Identifying assets is the first step toward figuring out their worth. There are several types of assets, and some examples fit more than one description. Some depreciate in value, others appreciate. Here are some definitions:

  • Cash and cash equivalents: The money that’s in your pockets or stored in a savings account, checking account, certificate of deposit or other account
  • Tangible assets: These are physical objects, or the assets you can touch. Examples include your home, business property, car, boat, art and jewelry.
  • Intangible assets: The nonphysical assets like stocks, bonds, pensions and royalties
  • Liquid assets: Liquid assets are cash or the things that can be sold and converted to cash quickly, like readily tradable stocks and bonds. Selling these assets generally does not affect their price.
  • Illiquid or fixed assets: Sometimes referred to as “fixed assets,” illiquid assets usually take longer to convert into cash, and their value may change in the process. Real estate, furniture, antiques and equipment are all considered illiquid or fixed assets.
  • Fixed-income assets: Investment money that is lent for interest, including government bonds, certificates of deposit and securities
  • Equity assets: Your ownership interests in a company, like stocks, mutual funds and retirement accounts

Why they matter

Your assets come into play when determining your net worth, or personal price tag.

“Net worth is important to track to see how it grows with time. Hopefully, as you age, you should increase your net worth,” Scharr-Bykowsky says. This metric can help you monitor your progress toward reaching financial goals like buying a house or saving for retirement.

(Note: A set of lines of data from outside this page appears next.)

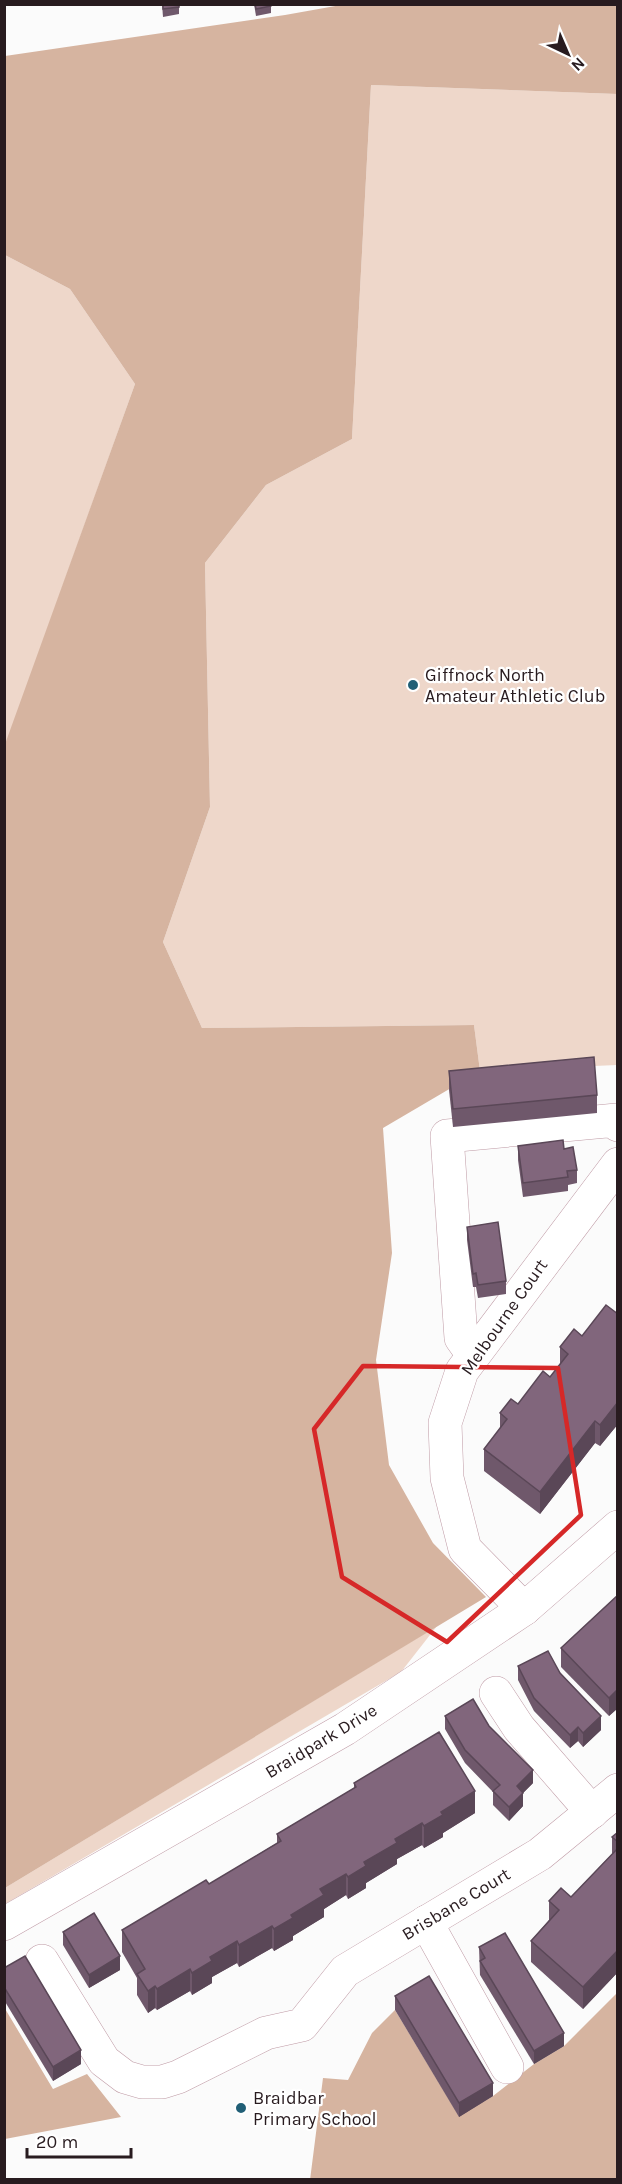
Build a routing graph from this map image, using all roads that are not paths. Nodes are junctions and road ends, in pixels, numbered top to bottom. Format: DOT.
graph roads {
  1 [pos="617,1123"];
  2 [pos="618,1164"];
  3 [pos="473,1355"];
  4 [pos="618,1527"];
  5 [pos="524,1609"];
  6 [pos="496,1693"];
  7 [pos="618,1790"];
  8 [pos="592,1812"];
  9 [pos="426,1922"];
  10 [pos="4,1924"];
  11 [pos="42,1961"];
  12 [pos="507,2067"];
  1 -- 3 [label="street"];
  2 -- 3 [label="street, Melbourne Court"];
  3 -- 5 [label="street, Melbourne Court"];
  4 -- 5 [label="street, Braidpark Drive"];
  5 -- 10 [label="street, Braidpark Drive"];
  6 -- 8 [label="street"];
  7 -- 8 [label="street, Brisbane Court"];
  8 -- 9 [label="street, Brisbane Court"];
  9 -- 11 [label="street, Brisbane Court"];
  9 -- 12 [label="street"];
}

Here are some specific reasons why you might need to figure out your asset value:

  • Net worth: Again, your net worth helps shape your financial health. You can calculate your net worth by subtracting your liabilities (what you owe, or debts) from your assets (what you own).
  • Insurance: You’ll need to know how much certain assets, like houses and jewelry, are worth to get them properly insured. Insurance gives you coverage in case of an event like a fire, flood or robbery, or potential liability, say if you’re sued after a car accident. Another asset people tend to overlook is their ability to earn an income. Consider protecting your livelihood with disability insurance.
  • Loan applications: Liquid assets are often part of what lenders look at when you apply for a mortgage, car loan or home equity loan. You may get lower rates or better terms if you have funds to fall back on to quickly make loan payments if you lose your job.
  • Collateral: Some lenders require you to put your house or car up as collateral to receive a loan. If you do not repay the loan, these items may be seized to help cover the cost.
  • Divorce: Your money and possessions may be divided up with your ex-spouse during a divorce
  • Bankruptcy: There’s a possibility that you’ll have to give up some assets, like jewelry or a car, if you file for bankruptcy
  • Retirement: Having a stockpile of liquid assets is crucial when you’re retired. It’s best to have money readily available to cover living expenses when you no longer receive a paycheck. Make sure to account for taxes when converting your assets to cash.

How to determine the value of your assets

The value of tangible assets like cars and antiques isn’t as clear cut as cash and cash equivalents; You can’t simply log in to an account and check the balance. The original price you paid or retail price of an item can serve as a benchmark. To get a current value, get your property appraised by a professional or do your own assessment. Scharr-Bykowsky recommends using tools like Kelley Blue Book for cars and Zillow or Trulia for home value estimates.